Liquid crystals (LC) have been the dominant display technology for over thirty years, primarily because their unique properties have been continuously exploited to consistently improve product experience. For example, improved viewing angles and better display contrast have come from gaining better control of the liquid crystalline microstructure. Also, liquid crystal displays have been getting thinner and thinner as manufacturers have improved their ability to handle thin glass.
Transitioning from glass to bioplastic substrates
At FlexEnable we are pioneering the next revolution in LC display form factors by transitioning from glass to ultra-thin bioplastic substrates – this allows designers to bend or shape displays into their products as opposed to fitting the concept around a rigid display, whilst adding almost no weight and thickness to the device
When innovating, the common belief is that there is a need to look forward, over the horizon, to find ways to challenge the status quo. However, sometimes you can take steps forward by looking back!
LC displays – creating contrast
Let’s start by explaining how conventional liquid crystals displays work. The common structure is to put a LC cell between polarisation films (polarisers) that are perpendicular to each other. Without the LC cell, the two polarisers would absorb both polarisation states of light resulting in a completely black appearance. When the LC cell is inserted and a voltage is applied it has the ability to twist the polarisation state of light. Therefore, light that passes through the first polariser can evade the absorption of the second, thus allowing light to emit. The voltage applied controls this twist, which therefore gives good control of light intensity.
LC cells for displays did not always work in this manner. In 1965 George Heilmeier, working at RCA labs in Princeton, pioneered a liquid crystal mode in which dye molecules were added to the liquid crystal mixture. In this case the liquid crystal material was not twisting the light, but instead twisting the dye molecule when voltage was applied to the cell. This twisting of the dye switched it from an absorbing (dark) to transmissive (clear) state, creating the contrast required to make a display. Some of the first LC displays in the 1970s were based on this approach.
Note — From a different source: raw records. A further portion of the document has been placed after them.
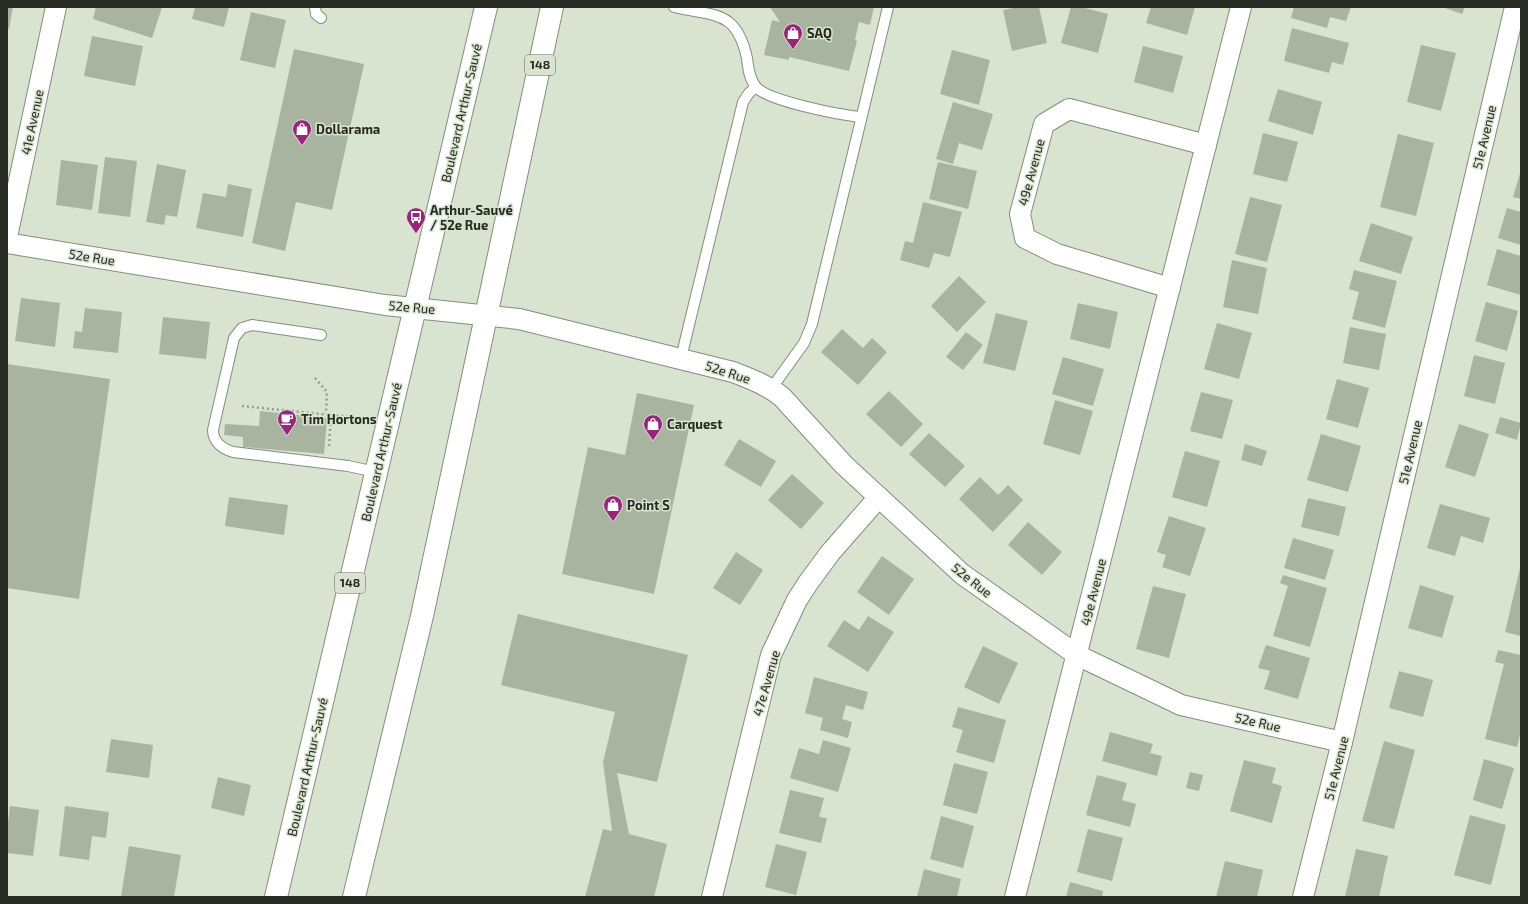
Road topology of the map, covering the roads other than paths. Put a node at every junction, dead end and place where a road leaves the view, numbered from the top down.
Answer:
1 (56, 7) edge
2 (315, 7) edge
3 (486, 7) edge
4 (552, 7) edge
5 (674, 7) edge
6 (888, 7) edge
7 (1241, 7) edge
8 (1515, 7) edge
9 (321, 18) dead end
10 (756, 87) junction
11 (861, 117) junction
12 (1206, 145) junction
13 (7, 237) edge
14 (7, 243) edge
15 (1170, 288) junction
16 (416, 308) junction
17 (487, 315) junction
18 (321, 335) dead end
19 (681, 358) junction
20 (771, 389) junction
21 (376, 472) junction
22 (879, 497) junction
23 (1077, 655) junction
24 (1342, 742) junction
25 (276, 897) edge
26 (354, 897) edge
27 (712, 897) edge
28 (1015, 897) edge
29 (1303, 897) edge

1 - 13 street, 41e Avenue
2 - 9 lane
3 - 16 main road, Boulevard Arthur-Sauvé / 148
4 - 17 main road, 148
5 - 10 lane
6 - 11 lane
7 - 12 street, 49e Avenue
8 - 24 street, 51e Avenue
10 - 11 lane
10 - 19 lane
11 - 20 lane
12 - 15 street, 49e Avenue
12 - 15 street, 49e Avenue
14 - 16 street, 52e Rue
15 - 23 street, 49e Avenue
16 - 17 street, 52e Rue
16 - 21 main road, Boulevard Arthur-Sauvé / 148
17 - 19 street, 52e Rue
17 - 26 main road, 148
18 - 21 lane
19 - 20 street, 52e Rue
20 - 22 street, 52e Rue
21 - 25 main road, Boulevard Arthur-Sauvé / 148
22 - 23 street, 52e Rue
22 - 27 street, 47e Avenue
23 - 24 street, 52e Rue
23 - 28 street, 49e Avenue
24 - 29 street, 51e Avenue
Eventually, the display industry moved to polariser-based designs because they offered greater potential for increasing the contrast between the dark and clear states. However, all the LC modes that require a polariser are limited to only 50% transmission in the clear state. This is not a problem for a backlit display, but quite limiting for example, for tintable window applications.
Dye-doped liquid crystals for dynamic light control
At FlexEnable we are now using Heilmeier’s dye-doped (commonly known as guest-host) liquid crystals to make electrically tintable LC films with a transmissive state beyond the 50% transmission of polarised based modes, that can rapidly switch from clear to dark and anything in between.
The most obvious application of this technology is in tintable smart windows for the automotive industry, which can be used for a wide range of aesthetic and comfort features. In this case it is important that the LC cell can be biaxially curved so it can be glazed within the curved glass of modern vehicles. Another exciting application is for augmented reality – in which the virtual image needs to compete with the brightness of the outside world. Ultrathin, lightweight, ambient or pixellated dimming cells that can be included in optics to reduce external brightness on demand are essential to achieving this.